[Data under study]

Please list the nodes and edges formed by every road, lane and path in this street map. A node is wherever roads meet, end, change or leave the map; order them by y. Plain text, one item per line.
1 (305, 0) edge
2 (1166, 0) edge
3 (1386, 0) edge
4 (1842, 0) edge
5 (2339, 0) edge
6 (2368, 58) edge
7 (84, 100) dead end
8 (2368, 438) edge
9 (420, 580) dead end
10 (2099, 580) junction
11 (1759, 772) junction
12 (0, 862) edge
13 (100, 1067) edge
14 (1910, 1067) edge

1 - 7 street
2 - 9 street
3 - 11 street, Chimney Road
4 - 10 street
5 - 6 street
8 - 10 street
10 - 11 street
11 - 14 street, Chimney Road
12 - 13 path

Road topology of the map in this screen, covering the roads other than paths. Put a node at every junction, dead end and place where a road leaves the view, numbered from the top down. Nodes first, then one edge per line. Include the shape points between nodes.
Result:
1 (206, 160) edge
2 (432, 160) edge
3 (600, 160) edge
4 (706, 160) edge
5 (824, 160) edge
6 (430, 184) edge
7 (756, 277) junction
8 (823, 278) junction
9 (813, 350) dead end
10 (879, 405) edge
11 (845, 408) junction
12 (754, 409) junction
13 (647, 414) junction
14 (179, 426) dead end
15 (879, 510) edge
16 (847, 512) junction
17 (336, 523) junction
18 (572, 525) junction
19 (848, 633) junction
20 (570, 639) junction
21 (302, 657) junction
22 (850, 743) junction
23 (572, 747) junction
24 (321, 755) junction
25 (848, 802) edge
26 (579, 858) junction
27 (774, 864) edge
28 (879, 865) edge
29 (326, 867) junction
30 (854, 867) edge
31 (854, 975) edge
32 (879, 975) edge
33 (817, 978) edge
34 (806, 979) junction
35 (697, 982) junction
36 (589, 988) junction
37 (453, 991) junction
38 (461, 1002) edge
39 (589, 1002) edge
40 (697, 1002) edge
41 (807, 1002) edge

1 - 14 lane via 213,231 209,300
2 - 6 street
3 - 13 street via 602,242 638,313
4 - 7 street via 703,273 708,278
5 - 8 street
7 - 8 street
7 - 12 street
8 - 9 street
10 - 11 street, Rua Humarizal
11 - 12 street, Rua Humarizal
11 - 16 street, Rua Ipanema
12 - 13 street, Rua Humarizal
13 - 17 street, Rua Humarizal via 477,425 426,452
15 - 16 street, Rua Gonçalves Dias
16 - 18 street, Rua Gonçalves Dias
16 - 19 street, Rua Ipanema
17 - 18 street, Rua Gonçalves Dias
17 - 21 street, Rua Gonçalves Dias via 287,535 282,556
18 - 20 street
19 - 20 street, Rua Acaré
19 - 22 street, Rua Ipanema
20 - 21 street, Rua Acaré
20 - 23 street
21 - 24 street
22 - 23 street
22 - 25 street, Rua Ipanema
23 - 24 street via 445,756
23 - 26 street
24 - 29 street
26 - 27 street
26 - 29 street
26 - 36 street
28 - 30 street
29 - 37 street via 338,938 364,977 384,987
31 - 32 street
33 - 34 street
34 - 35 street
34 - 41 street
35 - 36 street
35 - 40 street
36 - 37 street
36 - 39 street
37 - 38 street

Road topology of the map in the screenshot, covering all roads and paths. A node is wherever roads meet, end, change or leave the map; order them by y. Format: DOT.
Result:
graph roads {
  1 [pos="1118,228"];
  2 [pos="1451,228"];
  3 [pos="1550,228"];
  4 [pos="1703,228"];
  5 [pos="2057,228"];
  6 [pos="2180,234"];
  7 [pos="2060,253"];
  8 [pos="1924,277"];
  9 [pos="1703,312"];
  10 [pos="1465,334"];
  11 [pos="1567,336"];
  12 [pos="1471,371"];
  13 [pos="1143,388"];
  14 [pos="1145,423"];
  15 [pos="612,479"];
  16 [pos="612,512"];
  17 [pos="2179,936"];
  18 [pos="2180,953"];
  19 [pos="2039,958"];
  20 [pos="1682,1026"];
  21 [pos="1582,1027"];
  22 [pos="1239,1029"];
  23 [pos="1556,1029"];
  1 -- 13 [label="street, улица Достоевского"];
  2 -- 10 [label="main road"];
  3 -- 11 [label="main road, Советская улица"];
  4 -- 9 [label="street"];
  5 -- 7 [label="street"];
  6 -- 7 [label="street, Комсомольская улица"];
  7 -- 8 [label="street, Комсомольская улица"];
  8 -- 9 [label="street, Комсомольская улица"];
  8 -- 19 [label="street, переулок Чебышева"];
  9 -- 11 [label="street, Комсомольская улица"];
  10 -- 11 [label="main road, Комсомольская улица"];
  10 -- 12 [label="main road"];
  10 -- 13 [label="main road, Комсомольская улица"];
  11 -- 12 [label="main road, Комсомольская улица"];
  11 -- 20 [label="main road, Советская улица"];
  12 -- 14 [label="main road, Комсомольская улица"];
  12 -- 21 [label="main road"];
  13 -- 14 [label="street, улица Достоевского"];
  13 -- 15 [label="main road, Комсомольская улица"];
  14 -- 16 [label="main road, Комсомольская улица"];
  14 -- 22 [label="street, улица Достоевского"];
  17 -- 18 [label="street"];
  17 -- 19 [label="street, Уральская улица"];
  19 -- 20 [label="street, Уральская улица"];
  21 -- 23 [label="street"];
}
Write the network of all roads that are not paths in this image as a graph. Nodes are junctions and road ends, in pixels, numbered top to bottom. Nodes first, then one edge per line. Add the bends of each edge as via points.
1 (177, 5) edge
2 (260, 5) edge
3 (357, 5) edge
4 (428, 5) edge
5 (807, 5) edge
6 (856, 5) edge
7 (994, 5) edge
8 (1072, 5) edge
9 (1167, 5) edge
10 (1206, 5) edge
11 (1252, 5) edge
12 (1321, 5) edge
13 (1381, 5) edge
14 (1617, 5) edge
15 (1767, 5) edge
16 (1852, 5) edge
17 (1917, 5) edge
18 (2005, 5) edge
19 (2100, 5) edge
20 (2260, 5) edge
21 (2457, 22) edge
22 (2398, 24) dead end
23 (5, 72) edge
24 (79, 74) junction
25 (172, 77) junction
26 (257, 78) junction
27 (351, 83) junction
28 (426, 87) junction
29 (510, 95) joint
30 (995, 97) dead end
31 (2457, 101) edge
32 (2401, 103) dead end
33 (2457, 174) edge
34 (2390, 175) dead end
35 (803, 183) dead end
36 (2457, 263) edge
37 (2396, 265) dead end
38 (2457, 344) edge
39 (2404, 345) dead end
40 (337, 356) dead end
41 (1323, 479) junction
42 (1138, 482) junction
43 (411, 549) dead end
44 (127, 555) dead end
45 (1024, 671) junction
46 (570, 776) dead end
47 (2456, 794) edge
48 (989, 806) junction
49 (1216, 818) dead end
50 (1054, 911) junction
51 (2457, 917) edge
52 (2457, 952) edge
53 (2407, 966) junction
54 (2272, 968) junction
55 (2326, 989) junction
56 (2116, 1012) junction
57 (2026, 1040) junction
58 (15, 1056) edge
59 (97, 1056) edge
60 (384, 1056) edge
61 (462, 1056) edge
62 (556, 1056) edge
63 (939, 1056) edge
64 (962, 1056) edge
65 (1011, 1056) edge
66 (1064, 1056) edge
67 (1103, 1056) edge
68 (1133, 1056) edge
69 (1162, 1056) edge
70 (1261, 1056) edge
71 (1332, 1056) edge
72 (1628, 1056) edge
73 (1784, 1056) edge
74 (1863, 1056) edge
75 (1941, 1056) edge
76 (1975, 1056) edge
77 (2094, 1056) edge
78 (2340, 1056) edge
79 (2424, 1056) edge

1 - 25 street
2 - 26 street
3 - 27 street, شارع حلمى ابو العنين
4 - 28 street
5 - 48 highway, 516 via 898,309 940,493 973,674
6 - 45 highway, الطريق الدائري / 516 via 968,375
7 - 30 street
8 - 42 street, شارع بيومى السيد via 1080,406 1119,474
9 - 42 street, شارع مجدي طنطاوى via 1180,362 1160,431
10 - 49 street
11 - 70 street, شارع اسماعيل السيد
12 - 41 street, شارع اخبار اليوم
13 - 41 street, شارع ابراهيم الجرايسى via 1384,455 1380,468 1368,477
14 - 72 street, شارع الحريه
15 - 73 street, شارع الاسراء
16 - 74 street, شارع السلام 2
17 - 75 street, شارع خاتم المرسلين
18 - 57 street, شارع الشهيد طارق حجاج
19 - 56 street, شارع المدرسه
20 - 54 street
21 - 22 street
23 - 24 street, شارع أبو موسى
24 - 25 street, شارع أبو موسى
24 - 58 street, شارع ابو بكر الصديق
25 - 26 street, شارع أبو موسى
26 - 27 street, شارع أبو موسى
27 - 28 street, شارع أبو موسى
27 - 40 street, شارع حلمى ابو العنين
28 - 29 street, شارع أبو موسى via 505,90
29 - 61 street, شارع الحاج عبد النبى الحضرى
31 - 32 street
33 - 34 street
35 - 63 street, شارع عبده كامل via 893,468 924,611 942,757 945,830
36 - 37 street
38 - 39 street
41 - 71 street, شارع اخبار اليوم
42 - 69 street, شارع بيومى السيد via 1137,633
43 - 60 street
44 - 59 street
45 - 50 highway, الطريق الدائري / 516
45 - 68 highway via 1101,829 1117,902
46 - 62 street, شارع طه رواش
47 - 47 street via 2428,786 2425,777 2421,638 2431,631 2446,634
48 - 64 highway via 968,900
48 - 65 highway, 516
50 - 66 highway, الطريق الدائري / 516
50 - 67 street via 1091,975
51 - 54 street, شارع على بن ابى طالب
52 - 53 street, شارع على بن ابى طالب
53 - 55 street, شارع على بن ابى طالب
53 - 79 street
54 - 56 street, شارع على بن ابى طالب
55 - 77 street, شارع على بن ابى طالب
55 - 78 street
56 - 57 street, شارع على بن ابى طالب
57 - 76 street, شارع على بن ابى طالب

[/Data under study]

**Problem statement**: When a line of the records has the word "بيومى", pick it out and copy it.

**Response to the task**:
8 - 42 street, شارع بيومى السيد via 1080,406 1119,474
42 - 69 street, شارع بيومى السيد via 1137,633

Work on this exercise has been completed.